Task instructions → In the lines below, look for "main". Copy each line where it appears.

Supplied material →

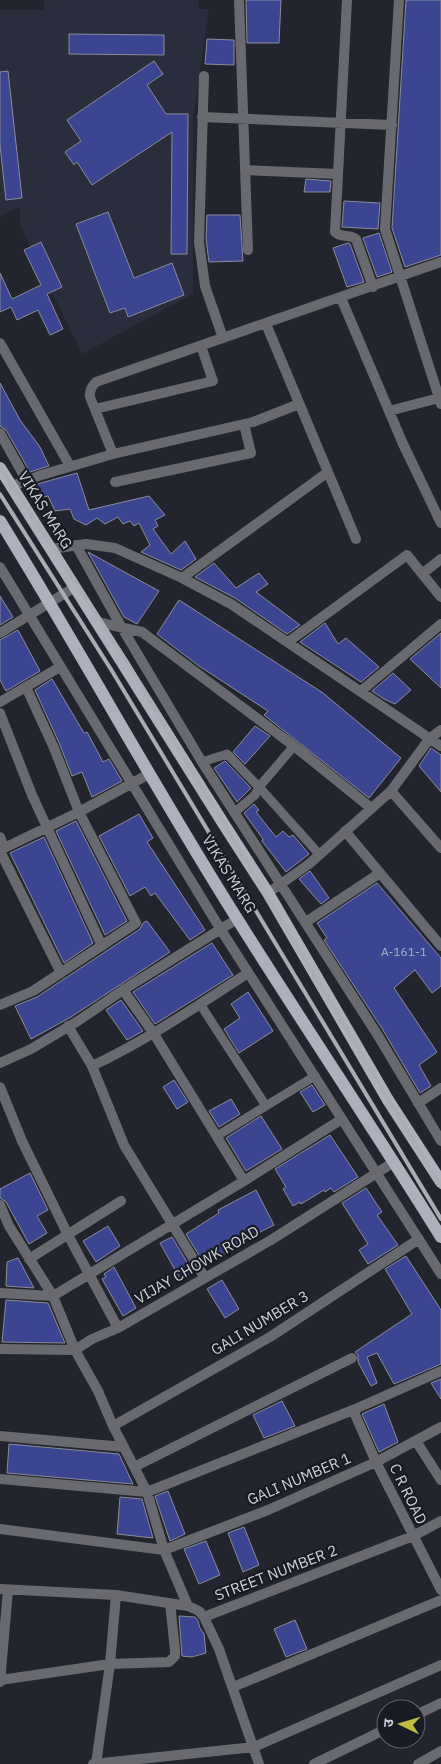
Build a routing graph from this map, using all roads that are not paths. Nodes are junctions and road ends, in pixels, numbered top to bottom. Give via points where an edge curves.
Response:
1 (239, 0) edge
2 (347, 0) edge
3 (398, 0) edge
4 (204, 76) dead end
5 (202, 117) junction
6 (243, 119) junction
7 (341, 122) junction
8 (392, 125) junction
9 (245, 170) junction
10 (338, 174) junction
11 (248, 250) dead end
12 (441, 262) edge
13 (401, 277) junction
14 (373, 287) junction
15 (341, 298) junction
16 (266, 324) junction
17 (224, 338) junction
18 (0, 343) edge
19 (200, 346) junction
20 (440, 401) edge
21 (299, 404) junction
22 (95, 409) junction
23 (390, 411) junction
24 (244, 424) junction
25 (0, 433) edge
26 (113, 454) junction
27 (70, 466) junction
28 (0, 468) edge
29 (328, 472) junction
30 (27, 481) junction
31 (115, 482) dead end
32 (11, 486) junction
33 (0, 521) edge
34 (441, 523) edge
35 (356, 539) dead end
36 (81, 544) junction
37 (51, 549) junction
38 (441, 558) edge
39 (0, 567) edge
40 (422, 574) junction
41 (182, 578) junction
42 (74, 587) junction
43 (441, 596) edge
44 (50, 602) junction
45 (30, 615) junction
46 (98, 622) junction
47 (441, 624) edge
48 (122, 628) junction
49 (0, 633) edge
50 (288, 642) junction
51 (60, 667) junction
52 (26, 687) junction
53 (361, 691) junction
54 (0, 702) edge
55 (0, 712) edge
56 (441, 730) edge
57 (430, 738) junction
58 (294, 746) junction
59 (441, 746) edge
60 (202, 762) junction
61 (149, 774) junction
62 (132, 783) junction
63 (260, 787) junction
64 (391, 791) junction
65 (371, 808) junction
66 (80, 812) junction
67 (234, 813) junction
68 (47, 827) junction
69 (345, 830) junction
70 (1, 846) edge
71 (441, 848) edge
72 (319, 854) junction
73 (380, 873) junction
74 (281, 884) junction
75 (268, 893) junction
76 (237, 919) junction
77 (306, 922) junction
78 (221, 930) junction
79 (102, 946) junction
80 (441, 946) edge
81 (61, 973) junction
82 (248, 973) junction
83 (123, 990) junction
84 (200, 1004) junction
85 (0, 1005) edge
86 (68, 1026) junction
87 (154, 1034) junction
88 (0, 1063) edge
89 (92, 1066) junction
90 (315, 1076) junction
91 (0, 1088) edge
92 (441, 1088) edge
93 (418, 1102) junction
94 (266, 1106) junction
95 (342, 1118) junction
96 (217, 1136) junction
97 (441, 1141) edge
98 (394, 1162) junction
99 (377, 1173) junction
100 (244, 1181) junction
101 (441, 1182) edge
102 (122, 1201) dead end
103 (0, 1205) edge
104 (173, 1224) junction
105 (5, 1226) edge
106 (68, 1235) junction
107 (441, 1237) edge
108 (419, 1239) junction
109 (29, 1259) junction
110 (441, 1274) edge
111 (90, 1275) junction
112 (205, 1278) junction
113 (0, 1293) edge
114 (53, 1296) junction
115 (118, 1328) junction
116 (0, 1349) edge
117 (75, 1350) junction
118 (352, 1358) dead end
119 (441, 1371) edge
120 (353, 1410) junction
121 (113, 1426) junction
122 (441, 1427) edge
123 (0, 1436) edge
124 (416, 1441) junction
125 (124, 1447) junction
126 (376, 1462) junction
127 (134, 1467) junction
128 (0, 1478) edge
129 (441, 1478) edge
130 (147, 1492) junction
131 (441, 1521) edge
132 (0, 1529) edge
133 (412, 1536) junction
134 (164, 1550) junction
135 (4, 1590) edge
136 (441, 1590) edge
137 (116, 1594) junction
138 (441, 1600) edge
139 (170, 1603) junction
140 (188, 1606) junction
141 (204, 1617) junction
142 (110, 1664) junction
143 (441, 1666) edge
144 (0, 1681) edge
145 (233, 1687) junction
146 (441, 1703) edge
147 (426, 1710) edge
148 (376, 1734) edge
149 (254, 1747) junction
150 (441, 1751) edge
151 (95, 1764) edge
152 (260, 1764) edge
153 (314, 1764) edge
154 (418, 1764) edge

1 - 6 street
2 - 7 street
3 - 8 street
4 - 5 street
5 - 6 street
5 - 17 street via 199,242 205,286
6 - 7 street
6 - 9 street
7 - 8 street
7 - 10 street
8 - 13 street via 385,229
9 - 10 street
9 - 11 street
10 - 14 street via 335,232 356,239
12 - 13 street
13 - 14 street
13 - 20 street
14 - 15 street
15 - 16 street
15 - 23 street
16 - 17 street
16 - 21 street
17 - 19 street
18 - 27 street
19 - 22 street via 96,382 89,392
19 - 22 street via 213,381
20 - 23 street
21 - 24 street
21 - 29 street
22 - 26 street
23 - 34 street
24 - 26 street
24 - 31 street via 251,453
25 - 30 street
26 - 27 street
27 - 30 street
28 - 32 main road, VIKAS MARG
29 - 35 street
29 - 41 street
30 - 32 street
32 - 37 main road, VIKAS MARG
33 - 44 main road, VIKAS MARG
36 - 37 street
36 - 41 street via 116,548
36 - 48 street
37 - 42 main road, VIKAS MARG
38 - 40 street
39 - 45 street
40 - 43 street
40 - 50 street via 406,555
41 - 50 street via 231,604
42 - 44 street
42 - 46 main road, VIKAS MARG
44 - 45 street
44 - 61 main road, VIKAS MARG
45 - 49 street
45 - 51 street
46 - 48 street
46 - 75 main road, VIKAS MARG
47 - 53 street
48 - 58 street via 142,632
48 - 60 street
50 - 53 street
51 - 52 street
51 - 62 street
52 - 54 street
52 - 66 street
53 - 57 street
55 - 68 street
56 - 57 street
57 - 59 street
57 - 64 street
58 - 63 lane
58 - 65 street
60 - 63 lane via 227,754
60 - 67 street
61 - 62 street
61 - 76 main road, VIKAS MARG
62 - 66 street
62 - 78 street
63 - 67 lane
63 - 72 lane
64 - 65 street
64 - 71 street
65 - 69 street
66 - 68 street
66 - 79 street via 136,923
67 - 74 street
68 - 70 street
68 - 79 street
69 - 72 street
69 - 73 street
70 - 81 street
72 - 74 street
73 - 77 street
73 - 80 street
74 - 75 street
74 - 77 street
75 - 101 main road, VIKAS MARG via 388,1100
76 - 78 street
76 - 98 main road, VIKAS MARG
77 - 93 street
78 - 82 street
78 - 83 street
79 - 81 street
81 - 85 street via 33,992
82 - 84 street
82 - 90 street
83 - 86 street
83 - 87 street
84 - 87 street
84 - 94 lane
86 - 88 street via 32,1049
86 - 89 street
87 - 89 street
87 - 96 street
89 - 104 street via 124,1145
90 - 94 lane
90 - 95 street
91 - 106 street
92 - 93 street
93 - 97 street
94 - 96 lane
95 - 99 street
95 - 100 street
96 - 100 street
98 - 99 street, VIJAY CHOWK ROAD
98 - 107 main road, VIKAS MARG
99 - 108 street
99 - 112 street, VIJAY CHOWK ROAD
100 - 104 street
102 - 106 street
103 - 105 street
104 - 111 street
104 - 112 street
105 - 109 street
106 - 109 street
106 - 111 street
108 - 110 street
108 - 121 street, GALI NUMBER 3 via 270,1338
109 - 114 street
111 - 114 street
111 - 115 street
112 - 115 street, VIJAY CHOWK ROAD
113 - 114 street
114 - 117 street
115 - 117 street, VIJAY CHOWK ROAD
116 - 117 street
117 - 121 street
118 - 127 street
119 - 120 street
120 - 126 street, C R ROAD
120 - 130 street
121 - 125 street
122 - 124 street, GALI NUMBER 1
123 - 125 street
124 - 126 street, GALI NUMBER 1
124 - 129 street
125 - 127 street
126 - 133 street, C R ROAD
126 - 134 street, GALI NUMBER 1 via 268,1510
127 - 130 street
128 - 130 street
130 - 134 street
131 - 133 street, STREET NUMBER 2
132 - 134 street
133 - 136 street, C R ROAD
133 - 141 street, STREET NUMBER 2
134 - 140 street
135 - 137 street, STREET NUMBER 2
135 - 144 street
137 - 139 street, STREET NUMBER 2
137 - 142 street
138 - 145 street
139 - 140 street, STREET NUMBER 2
139 - 142 street via 175,1650 172,1659
140 - 141 street, STREET NUMBER 2
141 - 145 street
142 - 144 street
142 - 151 street
143 - 149 street
145 - 149 street
146 - 147 street
148 - 153 street
149 - 151 street
149 - 152 street
150 - 154 street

Output for this exercise →
28 - 32 main road, VIKAS MARG
32 - 37 main road, VIKAS MARG
33 - 44 main road, VIKAS MARG
37 - 42 main road, VIKAS MARG
42 - 46 main road, VIKAS MARG
44 - 61 main road, VIKAS MARG
46 - 75 main road, VIKAS MARG
61 - 76 main road, VIKAS MARG
75 - 101 main road, VIKAS MARG via 388,1100
76 - 98 main road, VIKAS MARG
98 - 107 main road, VIKAS MARG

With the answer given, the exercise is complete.